No quiero ser así, pero me
encuentro actuando así en la vida. Mi ego, mi interés, mi sueño, por encima del
resto. A veces veo que prefiero recibir sin tener que dar.
La tercera forma de actuar es la
de los matcher. Ellos luchan
por conseguir un equilibrio perfecto entre dar y recibir. Buscan
la reciprocidad en la entrega. Sus relaciones se basan en un intercambio justo
de favores. Ni más ni menos. Esa forma de mirar la vida me vuelve egoísta y
autorreferente.
Tengo claro que los que
triunfan, aquellos a los que les va bien en el amor, los
que logran cuidar relaciones más sanas y profundas, son los que dan sin esperar
nada.
Son los dadores. Los que aman de
forma incondicional. Son una rara especie, es verdad. Pero es el ideal que
persigo.
Jesús era así y me ha señalado
el camino. Y los santos a los que admiro han sido así. No llevan cuenta del mal
que reciben, ni del bien que dejan de percibir. No hablan de injusticias y no
se quejan. No se sienten heridos ante el más mínimo desprecio.
Han
puesto su mirada en la necesidad del que está a su lado. Y eso los salva, los sana y hace que sean felices.
Quiero ser así. Quiero que Dios
me haga dador. Que aumente mi generosidad. Que cambie mi mirada. No es tan
sencillo pero es lo que desea mi alma herida.
Un milagro que me cambie por
dentro. Una forma de amar que se afiance en mi corazón. Una entrega que no
mida. Una generosidad que no busque siempre recibir a cambio.
Es verdad lo que comenta el papa
Francisco: “El hombre tampoco puede vivir exclusivamente del amor
oblativo, descendente. No puede dar únicamente y siempre, también debe recibir. Quien
quiere dar amor, debe a su vez recibirlo como don”[1].

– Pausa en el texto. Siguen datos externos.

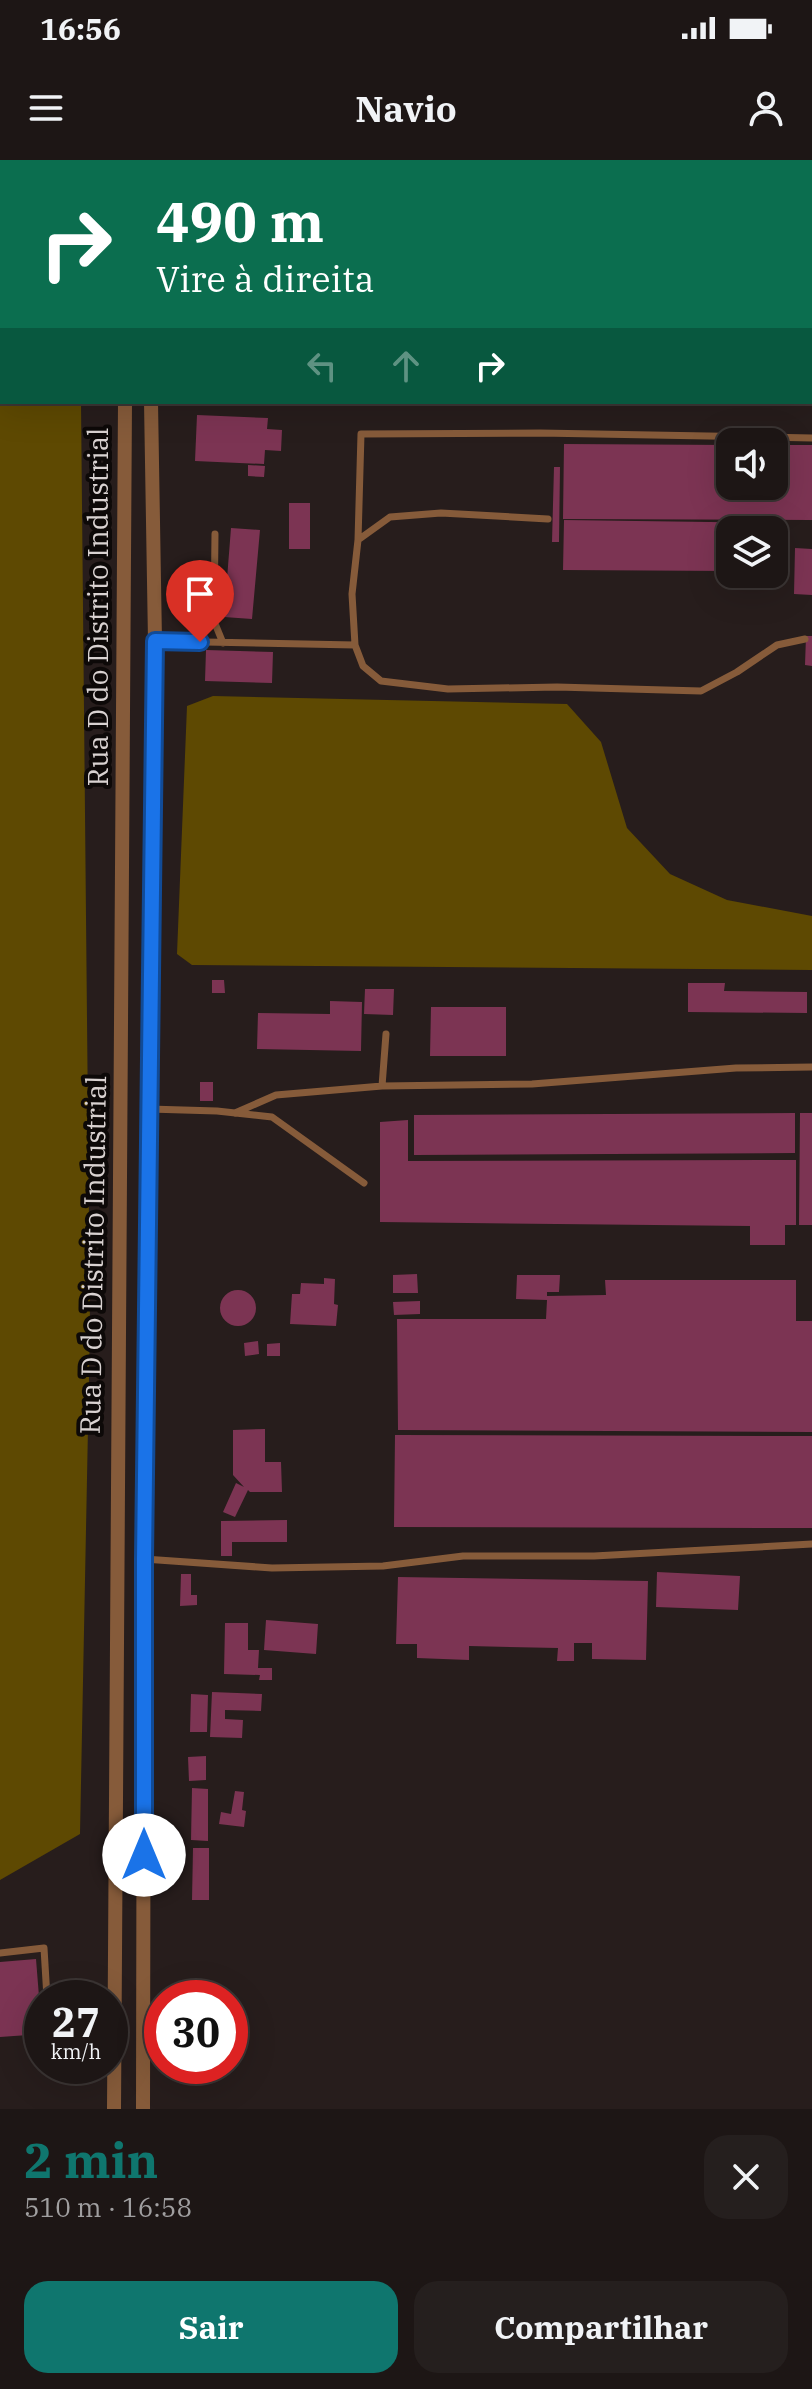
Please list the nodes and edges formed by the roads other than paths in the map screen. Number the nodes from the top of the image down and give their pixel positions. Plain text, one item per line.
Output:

Necesito ser amado para amar bien.
Haber recibido antes para poder dar. Sé también que nunca tendré intenciones
puras. Habrá una mezcla de intenciones. Algunas buenas. Otras no tanto, más
egoístas.
Lo importante no es lograr esa
pureza santa que tenían sólo Jesús y María. Yo tengo pecado original. Y en
mi confusión de intenciones quiero que predominen en mí las que hablan de
generosidad y entrega, sin esperar nada como contrapartida.